Nobel Prizes 2022: The most important information

From October 3rd to 10th the winners of the Nobel Prizes will be chosen in Stockholm and Oslo. The most important information about this year’s award ceremony.

At the beginning of October, the most important achievements in a total of six areas are awarded the Nobel Prize.

Mike Blake/Reuters

That’s what we expect today

no. This year’s award ceremony will open on Monday at 11:30 am in Stockholm with the presentation of the Nobel Prize in Physiology or Medicine. Last year, the award went equally to New Yorker David Julius and Lebanese-born, US-based Ardem Patapoutian. The two were honored for their discoveries on temperature and touch receptors.

The award for the two basic researchers came as a surprise to many. This shows that you shouldn’t put too much stock in the forecasts made in advance. Nevertheless, this year there will again be hearty speculation as to who has the best chance of winning the prize. In view of the wide range of topics in medicine and the many brilliant minds in research, this is an almost impossible undertaking.
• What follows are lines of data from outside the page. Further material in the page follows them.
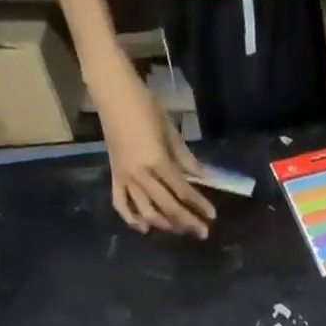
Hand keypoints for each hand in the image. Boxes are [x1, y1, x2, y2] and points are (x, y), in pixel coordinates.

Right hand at [94, 67, 215, 237]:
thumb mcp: (170, 132)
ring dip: (165, 225)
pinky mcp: (114, 177)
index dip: (199, 205)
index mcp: (157, 161)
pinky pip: (121, 204)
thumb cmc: (145, 106)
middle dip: (187, 222)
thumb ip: (186, 159)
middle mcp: (140, 175)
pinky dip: (132, 219)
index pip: (182, 191)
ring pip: (146, 212)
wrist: (113, 93)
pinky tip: (145, 228)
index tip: (212, 216)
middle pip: (167, 207)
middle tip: (202, 232)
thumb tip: (204, 178)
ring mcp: (125, 178)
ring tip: (179, 229)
The media company Clarivate, which has been evaluating citation databases since 2002 and using them to determine the top candidates, nominated the Japanese Masato Hasegawa and the Chinese-American dual citizen Virginia Man-Yee Lee for this year’s medicine prize. Both are neuroscientists who deal with the molecular causes of diseases such as dementia or Parkinson’s. According to Clarivate, other possible laureates are the American geneticist Mary-Claire King and the American Stuart Holland Orkin. King has discovered the most important breast cancer genes to date, Orkin hereditary factors, which play a role in the development of blood cells.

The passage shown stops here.